This happened again and no way to bring it back. The only option is reinstall Rancher server and register the existing k8s to it. The downside is the k8s can’t be upgraded.
This is annoying and seems no update to similar cases in the forum.
2023/03/20 02:26:23 [INFO] Stopping cluster agent for c-4jnqb
2023/03/20 02:26:23 [ERROR] failed to start cluster controllers c-4jnqb: context canceled
Just in case anyone else hit this problem.
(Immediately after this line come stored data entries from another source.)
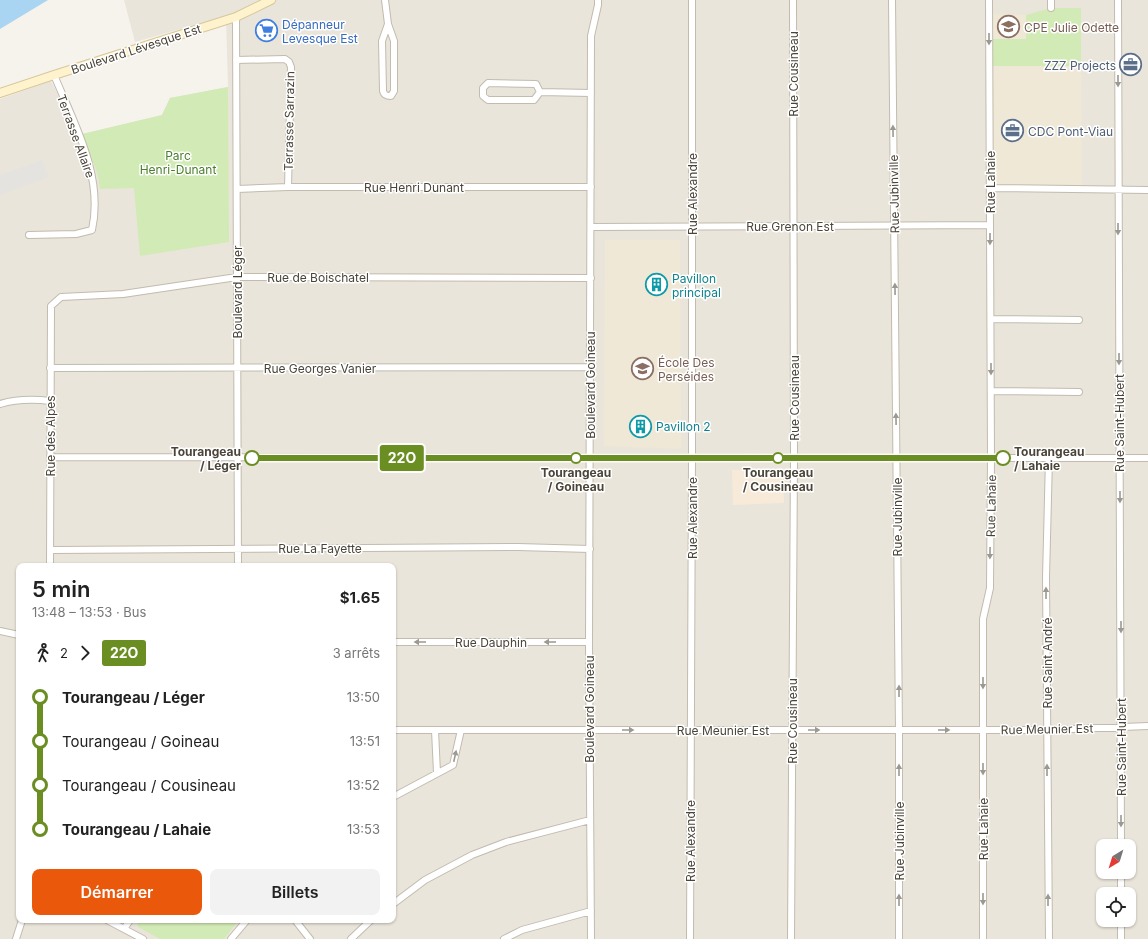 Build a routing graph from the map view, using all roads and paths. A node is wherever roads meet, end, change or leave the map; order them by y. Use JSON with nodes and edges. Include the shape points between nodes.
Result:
{"nodes":[{"id":1,"x":271,"y":0,"type":"edge"},
{"id":2,"x":385,"y":0,"type":"edge"},
{"id":3,"x":598,"y":0,"type":"edge"},
{"id":4,"x":692,"y":0,"type":"edge"},
{"id":5,"x":793,"y":0,"type":"edge"},
{"id":6,"x":892,"y":0,"type":"edge"},
{"id":7,"x":989,"y":0,"type":"edge"},
{"id":8,"x":1052,"y":0,"type":"edge"},
{"id":9,"x":1118,"y":0,"type":"edge"},
{"id":10,"x":1052,"y":8,"type":"dead end"},
{"id":11,"x":236,"y":17,"type":"junction"},
{"id":12,"x":388,"y":24,"type":"junction"},
{"id":13,"x":236,"y":60,"type":"junction"},
{"id":14,"x":54,"y":75,"type":"junction"},
{"id":15,"x":540,"y":92,"type":"junction"},
{"id":16,"x":0,"y":93,"type":"edge"},
{"id":17,"x":591,"y":93,"type":"junction"},
{"id":18,"x":591,"y":186,"type":"junction"},
{"id":19,"x":288,"y":187,"type":"junction"},
{"id":20,"x":990,"y":188,"type":"junction"},
{"id":21,"x":237,"y":189,"type":"junction"},
{"id":22,"x":1118,"y":190,"type":"junction"},
{"id":23,"x":1148,"y":190,"type":"edge"},
{"id":24,"x":990,"y":225,"type":"junction"},
{"id":25,"x":793,"y":226,"type":"junction"},
{"id":26,"x":895,"y":226,"type":"junction"},
{"id":27,"x":591,"y":227,"type":"junction"},
{"id":28,"x":692,"y":227,"type":"junction"},
{"id":29,"x":29,"y":235,"type":"dead end"},
{"id":30,"x":237,"y":277,"type":"junction"},
{"id":31,"x":590,"y":278,"type":"junction"},
{"id":32,"x":51,"y":306,"type":"joint"},
{"id":33,"x":991,"y":319,"type":"junction"},
{"id":34,"x":1079,"y":320,"type":"dead end"},
{"id":35,"x":590,"y":367,"type":"junction"},
{"id":36,"x":50,"y":368,"type":"junction"},
{"id":37,"x":238,"y":368,"type":"junction"},
{"id":38,"x":991,"y":391,"type":"junction"},
{"id":39,"x":1078,"y":392,"type":"dead end"},
{"id":40,"x":50,"y":401,"type":"junction"},
{"id":41,"x":0,"y":404,"type":"edge"},
{"id":42,"x":50,"y":457,"type":"junction"},
{"id":43,"x":238,"y":458,"type":"junction"},
{"id":44,"x":590,"y":458,"type":"junction"},
{"id":45,"x":692,"y":458,"type":"junction"},
{"id":46,"x":794,"y":458,"type":"junction"},
{"id":47,"x":897,"y":458,"type":"junction"},
{"id":48,"x":992,"y":458,"type":"junction"},
{"id":49,"x":1049,"y":458,"type":"junction"},
{"id":50,"x":1120,"y":458,"type":"junction"},
{"id":51,"x":1148,"y":458,"type":"edge"},
{"id":52,"x":239,"y":549,"type":"junction"},
{"id":53,"x":590,"y":549,"type":"junction"},
{"id":54,"x":50,"y":550,"type":"junction"},
{"id":55,"x":50,"y":563,"type":"edge"},
{"id":56,"x":238,"y":563,"type":"edge"},
{"id":57,"x":0,"y":631,"type":"edge"},
{"id":58,"x":16,"y":634,"type":"edge"},
{"id":59,"x":396,"y":642,"type":"edge"},
{"id":60,"x":589,"y":642,"type":"junction"},
{"id":61,"x":1121,"y":726,"type":"junction"},
{"id":62,"x":1148,"y":726,"type":"edge"},
{"id":63,"x":396,"y":730,"type":"edge"},
{"id":64,"x":435,"y":730,"type":"junction"},
{"id":65,"x":461,"y":730,"type":"junction"},
{"id":66,"x":589,"y":730,"type":"junction"},
{"id":67,"x":691,"y":730,"type":"junction"},
{"id":68,"x":792,"y":730,"type":"junction"},
{"id":69,"x":899,"y":730,"type":"junction"},
{"id":70,"x":982,"y":730,"type":"junction"},
{"id":71,"x":1047,"y":730,"type":"junction"},
{"id":72,"x":436,"y":773,"type":"junction"},
{"id":73,"x":396,"y":795,"type":"edge"},
{"id":74,"x":590,"y":820,"type":"junction"},
{"id":75,"x":1121,"y":839,"type":"edge"},
{"id":76,"x":396,"y":902,"type":"edge"},
{"id":77,"x":591,"y":911,"type":"junction"},
{"id":78,"x":21,"y":923,"type":"edge"},
{"id":79,"x":113,"y":923,"type":"edge"},
{"id":80,"x":128,"y":923,"type":"edge"},
{"id":81,"x":244,"y":923,"type":"edge"},
{"id":82,"x":297,"y":923,"type":"edge"},
{"id":83,"x":368,"y":923,"type":"edge"},
{"id":84,"x":1121,"y":927,"type":"edge"},
{"id":85,"x":124,"y":929,"type":"junction"},
{"id":86,"x":16,"y":939,"type":"edge"},
{"id":87,"x":143,"y":939,"type":"edge"},
{"id":88,"x":231,"y":939,"type":"edge"},
{"id":89,"x":310,"y":939,"type":"edge"},
{"id":90,"x":351,"y":939,"type":"edge"},
{"id":91,"x":504,"y":939,"type":"edge"},
{"id":92,"x":591,"y":939,"type":"edge"},
{"id":93,"x":690,"y":939,"type":"edge"},
{"id":94,"x":791,"y":939,"type":"edge"},
{"id":95,"x":899,"y":939,"type":"edge"},
{"id":96,"x":983,"y":939,"type":"edge"},
{"id":97,"x":1049,"y":939,"type":"edge"},
{"id":98,"x":1121,"y":939,"type":"edge"}],
"edges":[{"from":1,"to":11,"type":"street","name":"Boulevard Lévesque Est"},
{"from":2,"to":12,"type":"street"},
{"from":3,"to":17,"type":"street","name":"Boulevard Goineau","via":[[591,36]]},
{"from":4,"to":28,"type":"street","name":"Rue Alexandre"},
{"from":5,"to":25,"type":"street","name":"Rue Cousineau"},
{"from":26,"to":6,"type":"street","name":"Rue Jubinville","one_way":true},
{"from":7,"to":20,"type":"street","name":"Rue Lahaie","one_way":true},
{"from":8,"to":10,"type":"street"},
{"from":9,"to":22,"type":"street","name":"Rue Saint-Hubert","one_way":true},
{"from":11,"to":13,"type":"street","name":"Boulevard Léger"},
{"from":11,"to":14,"type":"street","name":"Boulevard Lévesque Est"},
{"from":12,"to":12,"type":"street","via":[[382,42],[383,91],[387,96],[391,96],[394,90],[394,41]]},
{"from":13,"to":19,"type":"street","name":"Terrasse Sarrazin","via":[[285,59],[289,62],[291,67]]},
{"from":13,"to":21,"type":"street","name":"Boulevard Léger"},
{"from":14,"to":16,"type":"street","name":"Boulevard Lévesque Est"},
{"from":14,"to":29,"type":"street","name":"Terrasse Allaire","via":[[92,177],[95,217],[92,230],[76,234]]},
{"from":15,"to":15,"type":"street","via":[[536,84],[488,83],[483,88],[483,96],[488,100],[534,100]]},
{"from":15,"to":17,"type":"street"},
{"from":17,"to":18,"type":"street","name":"Boulevard Goineau"},
{"from":18,"to":19,"type":"street","name":"Rue Henri Dunant"},
{"from":18,"to":27,"type":"street","name":"Boulevard Goineau"},
{"from":19,"to":21,"type":"street","name":"Rue Henri Dunant"},
{"from":20,"to":22,"type":"street"},
{"from":20,"to":24,"type":"street","name":"Rue Lahaie"},
{"from":21,"to":30,"type":"street","name":"Boulevard Léger"},
{"from":22,"to":23,"type":"street"},
{"from":22,"to":50,"type":"street","name":"Rue Saint-Hubert","one_way":true},
{"from":24,"to":26,"type":"street","name":"Rue Grenon Est"},
{"from":24,"to":33,"type":"street","name":"Rue Lahaie","one_way":true},
{"from":25,"to":26,"type":"street","name":"Rue Grenon Est"},
{"from":25,"to":28,"type":"street","name":"Rue Grenon Est"},
{"from":25,"to":46,"type":"street","name":"Rue Cousineau"},
{"from":47,"to":26,"type":"street","name":"Rue Jubinville","one_way":true},
{"from":27,"to":28,"type":"street","name":"Rue Grenon Est"},
{"from":27,"to":31,"type":"street","name":"Boulevard Goineau"},
{"from":28,"to":45,"type":"street","name":"Rue Alexandre"},
{"from":30,"to":31,"type":"street","name":"Rue de Boischatel"},
{"from":30,"to":32,"type":"street","name":"Rue de Boischatel","via":[[123,294],[61,297]]},
{"from":30,"to":37,"type":"street","name":"Boulevard Léger"},
{"from":31,"to":35,"type":"street","name":"Boulevard Goineau"},
{"from":32,"to":36,"type":"street","name":"Rue des Alpes"},
{"from":33,"to":34,"type":"street"},
{"from":33,"to":38,"type":"street","name":"Rue Lahaie","one_way":true},
{"from":35,"to":37,"type":"street","name":"Rue Georges Vanier"},
{"from":35,"to":44,"type":"street","name":"Boulevard Goineau"},
{"from":36,"to":37,"type":"street","name":"Rue Georges Vanier"},
{"from":36,"to":40,"type":"street","name":"Rue des Alpes"},
{"from":37,"to":43,"type":"street","name":"Boulevard Léger"},
{"from":38,"to":39,"type":"street"},
{"from":38,"to":48,"type":"street","name":"Rue Lahaie"},
{"from":40,"to":41,"type":"street","via":[[30,399]]},
{"from":40,"to":42,"type":"street","name":"Rue des Alpes"},
{"from":42,"to":43,"type":"street"},
{"from":42,"to":54,"type":"street","name":"Rue des Alpes"},
{"from":43,"to":44,"type":"street"},
{"from":43,"to":52,"type":"street","name":"Boulevard Léger"},
{"from":44,"to":45,"type":"street"},
{"from":44,"to":53,"type":"street","name":"Boulevard Goineau"},
{"from":45,"to":46,"type":"street"},
{"from":45,"to":67,"type":"street","name":"Rue Alexandre"},
{"from":46,"to":47,"type":"street"},
{"from":46,"to":68,"type":"street","name":"Rue Cousineau"},
{"from":47,"to":48,"type":"street"},
{"from":69,"to":47,"type":"street","name":"Rue Jubinville","one_way":true},
{"from":48,"to":49,"type":"street"},
{"from":48,"to":70,"type":"street","name":"Rue Lahaie","one_way":true,"via":[[990,588],[983,619]]},
{"from":49,"to":50,"type":"street"},
{"from":71,"to":49,"type":"street","name":"Rue Saint André","one_way":true,"via":[[1046,578]]},
{"from":50,"to":51,"type":"street"},
{"from":50,"to":61,"type":"street","name":"Rue Saint-Hubert","one_way":true},
{"from":52,"to":53,"type":"street","name":"Rue La Fayette"},
{"from":52,"to":54,"type":"street","name":"Rue La Fayette"},
{"from":52,"to":56,"type":"street","name":"Boulevard Léger"},
{"from":53,"to":60,"type":"street","name":"Boulevard Goineau"},
{"from":54,"to":55,"type":"street","name":"Rue des Alpes"},
{"from":57,"to":58,"type":"street"},
{"from":60,"to":59,"type":"street","name":"Rue Dauphin","one_way":true},
{"from":60,"to":66,"type":"street","name":"Boulevard Goineau"},
{"from":61,"to":62,"type":"street","name":"Rue Meunier Est"},
{"from":61,"to":71,"type":"street","name":"Rue Meunier Est"},
{"from":61,"to":75,"type":"street","name":"Rue Saint-Hubert","one_way":true},
{"from":63,"to":64,"type":"street","name":"Rue Meunier Est"},
{"from":64,"to":65,"type":"street","name":"Rue Meunier Est"},
{"from":64,"to":72,"type":"street"},
{"from":65,"to":66,"type":"street","name":"Rue Meunier Est"},
{"from":72,"to":65,"type":"street","one_way":true,"via":[[453,765]]},
{"from":66,"to":67,"type":"street","name":"Rue Meunier Est","one_way":true},
{"from":66,"to":74,"type":"street","name":"Boulevard Goineau"},
{"from":67,"to":68,"type":"street","name":"Rue Meunier Est"},
{"from":67,"to":93,"type":"street","name":"Rue Alexandre"},
{"from":68,"to":69,"type":"street","name":"Rue Meunier Est","one_way":true},
{"from":68,"to":94,"type":"street","name":"Rue Cousineau"},
{"from":69,"to":70,"type":"street","name":"Rue Meunier Est","one_way":true},
{"from":95,"to":69,"type":"street","name":"Rue Jubinville","one_way":true},
{"from":70,"to":71,"type":"street","name":"Rue Meunier Est"},
{"from":70,"to":96,"type":"street","name":"Rue Lahaie","one_way":true},
{"from":97,"to":71,"type":"street","name":"Rue Saint André","one_way":true},
{"from":72,"to":73,"type":"street"},
{"from":74,"to":76,"type":"street","via":[[506,842],[472,855],[425,880]]},
{"from":74,"to":77,"type":"street","name":"Boulevard Goineau"},
{"from":77,"to":91,"type":"street","via":[[522,930]]},
{"from":77,"to":92,"type":"street","name":"Boulevard Goineau"},
{"from":78,"to":86,"type":"street"},
{"from":79,"to":85,"type":"street"},
{"from":80,"to":85,"type":"street"},
{"from":81,"to":88,"type":"street"},
{"from":82,"to":89,"type":"street"},
{"from":83,"to":90,"type":"street"},
{"from":84,"to":98,"type":"street"},
{"from":85,"to":87,"type":"street"}]}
Rancher server can no longer access the downstream Clusters - in the rancher gui you’ll see an http 500 Error. in the rancher pod logs (Rancher Cluster, namespace cattle-system) you see messages like this:
2023/06/20 12:02:51 [INFO] Stopping cluster agent for
2023/06/20 12:02:51 [ERROR] failed to start cluster controllers : context canceled
2023/06/20 12:02:52 [ERROR] Failed to connect to peer wss:///v3/connect [local ID=]: websocket: bad handshake
2023/06/20 12:02:53 [ERROR] Failed to handle tunnel request from remote address : response 400: cluster not found
what worked for me was to delete all rancher pods in the Rancher Cluster ninnamespace cattle-system. I also deleted the rancher-webhook, but that was before I restarted the rancher pods, so maybe it’s not necessary.
Afterwards the downstream Clusters were accessible again.